I could see a case for doing this if flying was a major cause of global warming, but given that flying is not a major cause and that the alternatives will all still use some carbon and even if we eliminate all flying, the alarmists tell us that we'll still produce too much carbon and see all the catastrophic bad effects of global warming.
But sure, let's punish the poor people in remote Alaska and Pacific islands, all to make a symbolic reduction in carbon output.
EI
could see a case for doing this if flying was a major cause of global warming
A case for doing what? I'm not clear on what we're arguing over, here. I assumed we were talking about whether or not jet fuel should be exempted from general carbon taxes or cap-and-trade emissions permits, and I don't see why it should be exempt. People who live in remote areas have always had limited diversity of food and perishable goods; in the last 20 years, perhaps, a little window opened up in which cheap air freight transformed that, but I don't see why the world should permanently subsidize people in Nome who want fresh cilantro. Though, at the rate things are going, they'll be growing their own cilantro in Nome soon enough.

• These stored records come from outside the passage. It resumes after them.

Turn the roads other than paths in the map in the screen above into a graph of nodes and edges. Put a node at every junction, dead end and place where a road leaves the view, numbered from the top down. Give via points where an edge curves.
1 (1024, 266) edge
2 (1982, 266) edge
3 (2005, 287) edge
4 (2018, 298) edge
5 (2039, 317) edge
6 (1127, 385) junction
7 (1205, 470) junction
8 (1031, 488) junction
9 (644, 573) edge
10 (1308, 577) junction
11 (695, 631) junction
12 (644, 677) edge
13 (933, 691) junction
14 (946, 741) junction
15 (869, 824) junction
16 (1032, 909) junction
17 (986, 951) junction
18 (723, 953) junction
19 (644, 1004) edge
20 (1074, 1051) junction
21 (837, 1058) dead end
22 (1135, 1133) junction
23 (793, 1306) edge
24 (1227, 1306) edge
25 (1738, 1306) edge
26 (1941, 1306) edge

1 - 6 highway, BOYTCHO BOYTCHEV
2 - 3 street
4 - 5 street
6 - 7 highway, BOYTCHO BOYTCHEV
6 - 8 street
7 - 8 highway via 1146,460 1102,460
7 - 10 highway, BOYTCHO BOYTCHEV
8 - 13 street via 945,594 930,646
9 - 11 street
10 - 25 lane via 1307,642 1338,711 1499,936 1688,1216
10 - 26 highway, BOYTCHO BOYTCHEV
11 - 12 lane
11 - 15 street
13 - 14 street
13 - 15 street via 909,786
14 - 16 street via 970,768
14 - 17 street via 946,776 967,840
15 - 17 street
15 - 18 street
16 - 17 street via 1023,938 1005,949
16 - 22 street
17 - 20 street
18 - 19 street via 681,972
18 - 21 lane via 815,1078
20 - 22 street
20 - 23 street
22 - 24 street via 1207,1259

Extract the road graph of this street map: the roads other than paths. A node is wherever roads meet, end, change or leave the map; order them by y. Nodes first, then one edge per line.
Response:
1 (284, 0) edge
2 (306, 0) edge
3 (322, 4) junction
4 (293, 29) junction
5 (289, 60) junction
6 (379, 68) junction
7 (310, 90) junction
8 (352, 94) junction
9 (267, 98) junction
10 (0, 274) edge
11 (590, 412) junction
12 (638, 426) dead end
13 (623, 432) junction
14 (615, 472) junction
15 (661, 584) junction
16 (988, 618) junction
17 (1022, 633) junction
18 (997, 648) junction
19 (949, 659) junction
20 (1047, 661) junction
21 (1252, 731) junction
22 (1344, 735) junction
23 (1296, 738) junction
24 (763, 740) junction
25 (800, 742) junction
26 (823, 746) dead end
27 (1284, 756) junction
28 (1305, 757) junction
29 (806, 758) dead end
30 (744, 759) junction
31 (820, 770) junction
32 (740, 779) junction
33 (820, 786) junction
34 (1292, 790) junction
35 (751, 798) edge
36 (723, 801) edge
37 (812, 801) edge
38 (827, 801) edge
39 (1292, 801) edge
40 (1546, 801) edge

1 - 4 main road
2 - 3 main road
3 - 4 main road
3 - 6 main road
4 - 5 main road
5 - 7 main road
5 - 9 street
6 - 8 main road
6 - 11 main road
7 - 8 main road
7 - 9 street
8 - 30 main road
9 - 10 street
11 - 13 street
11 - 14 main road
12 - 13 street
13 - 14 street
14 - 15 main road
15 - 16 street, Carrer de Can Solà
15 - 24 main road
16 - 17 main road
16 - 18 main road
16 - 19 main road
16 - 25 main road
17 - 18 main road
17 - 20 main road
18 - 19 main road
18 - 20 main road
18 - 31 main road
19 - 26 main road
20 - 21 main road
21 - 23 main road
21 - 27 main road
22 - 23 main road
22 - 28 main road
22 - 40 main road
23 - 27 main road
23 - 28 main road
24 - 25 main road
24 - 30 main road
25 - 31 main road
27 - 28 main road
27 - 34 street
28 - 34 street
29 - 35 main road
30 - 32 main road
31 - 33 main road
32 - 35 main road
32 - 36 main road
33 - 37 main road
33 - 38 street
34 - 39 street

Since when is it harder to build two lanes across mountains than to build eight lanes across mountains?
Rail lines must be much flatter and straighter than highways because steel-on-steel generates less friction than rubber-on-asphalt, and because trains are so heavy. So building a rail line over a pass is much harder than a highway. The normal solution is to drive a tunnel. Have you ever driven over any of the Rocky Mountain passes? No way a train can do what the interstates do, never mind what the US highways do.
But in any case there are plenty of rail lines and abandoned roadbeds in the West. There just aren't passengers for them.
"No way a train can do what the interstates do, never mind what the US highways do.'
But what if the train is very, very confident?
Which is arguably the "most wasteful" carbon production on the planet, because it'd be relatively easy to replace it 100% with nuclear power. (If we revived the Integral Fast Reactor, which Bill Clinton's Department of Energy killed under lobbying from Senator John Kerry in 1994, we'd even get rid of that nuclear waste problem, because the most dangerous long-term waste, the actinides, can be used as fuel in fast reactors.)
Prior to The Atlantic, she worked for The Economist, and so got in the habit of using British.